The "Northeast Passage" -- an Arctic itinerary north of Russia -- is icebound for much of the year, but climate change is making it more accessible, potentially shrinking journey times to Europe, and China sees the opportunity to reshape global trade flows.
COSCO's Yong Sheng merchant ship set off from the Chinese port city of Tianjin on Saturday for a voyage through the "Northeast Passage" bound for Britain with a mixed cargo, the company said in a statement over the weekend.
It has made two previous trips on the route in the past three years, but two more COSCO ships, the Tian Xi and Xiang Yun Kou, are scheduled to navigate the Northeast Passage next month, according to the company statement.

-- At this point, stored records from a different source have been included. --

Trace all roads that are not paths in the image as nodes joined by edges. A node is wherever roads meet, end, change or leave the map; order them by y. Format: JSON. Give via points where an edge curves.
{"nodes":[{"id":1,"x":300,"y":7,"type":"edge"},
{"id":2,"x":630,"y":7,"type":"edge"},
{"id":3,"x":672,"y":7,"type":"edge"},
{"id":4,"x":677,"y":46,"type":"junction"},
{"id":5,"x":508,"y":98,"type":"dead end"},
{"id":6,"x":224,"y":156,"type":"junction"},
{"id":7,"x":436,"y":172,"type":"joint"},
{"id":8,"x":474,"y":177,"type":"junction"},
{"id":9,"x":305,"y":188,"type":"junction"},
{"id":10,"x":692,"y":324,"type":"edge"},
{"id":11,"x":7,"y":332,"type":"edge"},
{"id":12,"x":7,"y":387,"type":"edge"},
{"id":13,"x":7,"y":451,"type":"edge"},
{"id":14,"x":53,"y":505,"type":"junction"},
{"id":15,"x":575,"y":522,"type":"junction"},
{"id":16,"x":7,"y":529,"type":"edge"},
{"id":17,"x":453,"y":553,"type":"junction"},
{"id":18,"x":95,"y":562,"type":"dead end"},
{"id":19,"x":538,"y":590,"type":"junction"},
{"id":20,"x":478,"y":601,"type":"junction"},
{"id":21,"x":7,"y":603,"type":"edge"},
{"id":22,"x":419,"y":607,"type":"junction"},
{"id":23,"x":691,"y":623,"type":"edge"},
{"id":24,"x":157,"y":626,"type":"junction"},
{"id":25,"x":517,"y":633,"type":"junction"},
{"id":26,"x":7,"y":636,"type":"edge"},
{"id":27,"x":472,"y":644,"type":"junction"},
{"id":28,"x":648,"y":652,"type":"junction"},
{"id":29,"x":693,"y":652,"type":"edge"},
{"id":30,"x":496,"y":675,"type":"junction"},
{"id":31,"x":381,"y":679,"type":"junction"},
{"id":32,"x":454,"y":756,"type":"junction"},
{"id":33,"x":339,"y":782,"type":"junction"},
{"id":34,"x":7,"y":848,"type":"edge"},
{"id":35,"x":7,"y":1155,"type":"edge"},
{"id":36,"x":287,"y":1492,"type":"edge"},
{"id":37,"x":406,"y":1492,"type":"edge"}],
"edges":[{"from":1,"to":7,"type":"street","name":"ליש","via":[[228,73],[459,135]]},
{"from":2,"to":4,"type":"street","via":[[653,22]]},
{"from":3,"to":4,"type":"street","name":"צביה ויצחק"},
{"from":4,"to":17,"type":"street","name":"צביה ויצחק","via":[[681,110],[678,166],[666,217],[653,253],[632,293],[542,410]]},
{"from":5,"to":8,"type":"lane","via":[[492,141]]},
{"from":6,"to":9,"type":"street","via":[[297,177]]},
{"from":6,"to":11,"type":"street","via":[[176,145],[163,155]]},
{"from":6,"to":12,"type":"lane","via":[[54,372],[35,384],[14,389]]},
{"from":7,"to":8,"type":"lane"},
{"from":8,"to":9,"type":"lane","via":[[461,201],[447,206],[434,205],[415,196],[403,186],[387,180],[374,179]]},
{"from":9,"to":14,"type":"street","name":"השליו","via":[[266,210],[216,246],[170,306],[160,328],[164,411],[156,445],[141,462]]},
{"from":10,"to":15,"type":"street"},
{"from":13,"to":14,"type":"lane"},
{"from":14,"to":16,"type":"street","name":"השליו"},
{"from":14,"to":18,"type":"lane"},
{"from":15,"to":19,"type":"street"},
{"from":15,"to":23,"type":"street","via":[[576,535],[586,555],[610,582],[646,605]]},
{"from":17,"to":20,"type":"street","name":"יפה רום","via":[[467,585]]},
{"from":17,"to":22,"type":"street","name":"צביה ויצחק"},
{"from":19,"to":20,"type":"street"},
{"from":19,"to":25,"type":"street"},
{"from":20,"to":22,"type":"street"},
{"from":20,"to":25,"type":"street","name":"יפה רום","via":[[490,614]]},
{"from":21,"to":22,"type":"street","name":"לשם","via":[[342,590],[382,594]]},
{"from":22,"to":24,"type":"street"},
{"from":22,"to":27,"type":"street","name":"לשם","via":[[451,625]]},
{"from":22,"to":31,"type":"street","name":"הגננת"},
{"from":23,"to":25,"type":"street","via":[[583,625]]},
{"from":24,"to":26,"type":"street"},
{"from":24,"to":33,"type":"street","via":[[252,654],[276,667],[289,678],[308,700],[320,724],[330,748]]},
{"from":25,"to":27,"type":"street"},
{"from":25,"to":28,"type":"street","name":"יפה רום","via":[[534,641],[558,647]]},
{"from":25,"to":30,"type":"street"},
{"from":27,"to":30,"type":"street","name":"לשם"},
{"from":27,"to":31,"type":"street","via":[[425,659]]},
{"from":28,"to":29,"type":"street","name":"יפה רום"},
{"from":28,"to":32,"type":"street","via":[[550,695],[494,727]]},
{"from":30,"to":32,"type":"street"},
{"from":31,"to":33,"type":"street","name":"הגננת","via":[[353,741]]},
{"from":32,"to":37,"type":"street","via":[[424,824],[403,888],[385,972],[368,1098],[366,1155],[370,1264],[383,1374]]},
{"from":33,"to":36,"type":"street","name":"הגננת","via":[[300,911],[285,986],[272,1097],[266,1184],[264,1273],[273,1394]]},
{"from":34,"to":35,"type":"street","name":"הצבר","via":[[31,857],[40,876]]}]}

The shipping giant -- which has grown through the merger with another company, China Shipping Group -- said it aims to "normalise" services on the route.
China's Maritime Safety Administration in May published a Chinese language guide including nautical charts and descriptions of ice conditions for another Arctic shipping route, the Northwest Passage, which runs north of Canada.
Canada regards the Northwest Passage as part of its internal waters, while some other countries consider it an international strait.
China does not border the Arctic and has no territorial claim to any of it, but it has joined the Arctic Council as an observer.
Analysts say China recognises the area's potential for scientific research and its strategic value.